A Terrible Fall of Angels (Zaniel Havelock #1)(19)



“You have to focus, boy, you’re taking away our weapons,” the demon said, staring at its hand. There was blood on the fingertips from where it had cut me, but the claws it’d used were just gone.

“I didn’t do that, or the hoof.” The demon said that, too, but the cadence of the voice was different. Mark Cookson wasn’t possessing the demon: They were sharing.

Charleston must have reloaded because he came in and put his gun against the side of the demon’s head and fired point-blank. The demon brushed him away with one big arm, sending him flying. The claws were gone, but it was still dangerous, and I was still pinned under it. If only the damn thing would bleed and take damage from the bullets, I thought.

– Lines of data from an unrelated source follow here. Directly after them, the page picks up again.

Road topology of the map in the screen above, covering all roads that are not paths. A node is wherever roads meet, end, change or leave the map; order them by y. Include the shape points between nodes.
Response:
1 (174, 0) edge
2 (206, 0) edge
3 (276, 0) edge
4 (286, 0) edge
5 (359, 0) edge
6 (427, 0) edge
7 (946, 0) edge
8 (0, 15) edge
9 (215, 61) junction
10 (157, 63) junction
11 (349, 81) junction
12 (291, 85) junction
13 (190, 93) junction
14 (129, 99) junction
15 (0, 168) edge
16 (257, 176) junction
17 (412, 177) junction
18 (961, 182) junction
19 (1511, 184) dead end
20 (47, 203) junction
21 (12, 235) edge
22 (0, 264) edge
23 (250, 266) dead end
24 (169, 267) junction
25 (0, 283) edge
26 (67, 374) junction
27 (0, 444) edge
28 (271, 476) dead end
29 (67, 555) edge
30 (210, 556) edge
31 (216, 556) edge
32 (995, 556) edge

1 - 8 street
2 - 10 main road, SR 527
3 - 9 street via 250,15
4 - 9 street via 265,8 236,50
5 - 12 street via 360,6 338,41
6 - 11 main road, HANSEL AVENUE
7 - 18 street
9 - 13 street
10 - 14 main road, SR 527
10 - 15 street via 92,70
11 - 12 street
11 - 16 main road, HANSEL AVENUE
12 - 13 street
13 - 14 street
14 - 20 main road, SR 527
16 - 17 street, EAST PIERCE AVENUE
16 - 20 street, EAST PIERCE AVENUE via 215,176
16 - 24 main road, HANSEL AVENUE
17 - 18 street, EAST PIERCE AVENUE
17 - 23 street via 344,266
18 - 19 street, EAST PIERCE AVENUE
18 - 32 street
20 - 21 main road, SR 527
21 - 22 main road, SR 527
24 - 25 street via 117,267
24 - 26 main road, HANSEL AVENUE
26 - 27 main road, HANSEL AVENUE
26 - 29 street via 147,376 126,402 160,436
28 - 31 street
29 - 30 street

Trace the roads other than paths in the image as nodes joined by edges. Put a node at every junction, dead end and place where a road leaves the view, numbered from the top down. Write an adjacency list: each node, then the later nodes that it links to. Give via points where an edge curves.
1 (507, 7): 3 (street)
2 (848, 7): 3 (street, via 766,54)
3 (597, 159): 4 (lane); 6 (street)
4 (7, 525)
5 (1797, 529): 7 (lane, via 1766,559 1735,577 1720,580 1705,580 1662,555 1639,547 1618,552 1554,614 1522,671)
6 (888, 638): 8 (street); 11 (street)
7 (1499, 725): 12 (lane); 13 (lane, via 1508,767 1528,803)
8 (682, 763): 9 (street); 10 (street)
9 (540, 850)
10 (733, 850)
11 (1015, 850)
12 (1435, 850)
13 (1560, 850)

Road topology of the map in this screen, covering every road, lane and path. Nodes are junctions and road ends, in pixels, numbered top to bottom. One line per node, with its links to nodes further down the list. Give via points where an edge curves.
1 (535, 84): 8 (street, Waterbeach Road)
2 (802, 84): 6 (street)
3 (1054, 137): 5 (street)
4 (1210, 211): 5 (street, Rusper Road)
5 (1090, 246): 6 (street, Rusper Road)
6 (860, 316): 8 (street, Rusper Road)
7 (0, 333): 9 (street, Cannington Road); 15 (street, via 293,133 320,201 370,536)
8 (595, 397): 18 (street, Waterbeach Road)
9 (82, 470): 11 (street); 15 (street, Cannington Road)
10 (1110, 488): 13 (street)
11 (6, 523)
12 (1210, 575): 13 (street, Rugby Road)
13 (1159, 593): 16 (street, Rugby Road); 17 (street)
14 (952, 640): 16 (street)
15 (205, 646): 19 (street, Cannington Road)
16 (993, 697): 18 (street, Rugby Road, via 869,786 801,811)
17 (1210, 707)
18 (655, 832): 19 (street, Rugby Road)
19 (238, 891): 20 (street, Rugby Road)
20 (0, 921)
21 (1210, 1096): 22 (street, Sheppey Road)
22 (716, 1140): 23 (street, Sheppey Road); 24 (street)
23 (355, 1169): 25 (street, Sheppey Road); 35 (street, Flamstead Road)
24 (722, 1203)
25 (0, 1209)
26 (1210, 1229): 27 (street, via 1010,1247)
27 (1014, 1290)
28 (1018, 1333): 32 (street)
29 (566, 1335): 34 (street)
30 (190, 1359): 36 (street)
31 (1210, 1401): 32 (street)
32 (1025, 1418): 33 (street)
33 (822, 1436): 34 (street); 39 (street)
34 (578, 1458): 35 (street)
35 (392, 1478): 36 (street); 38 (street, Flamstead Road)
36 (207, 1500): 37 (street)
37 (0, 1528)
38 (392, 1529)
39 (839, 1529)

That was what we needed, we needed it to bleed.

Blood dripped down on me as the demon shook its head, and then it shook harder, spraying blood around the hallway. “Why isn’t your blood burning like acid?” it asked.

The next drop of blood that hit my bare stomach sizzled and burned like acid. Someone else screamed, “It’s acid!”

I thought, No it’s not, it’s ordinary human blood, and the next drop that hit me was red and harmless.

The demon looked down at me with its scary movie eyes. “You . . .”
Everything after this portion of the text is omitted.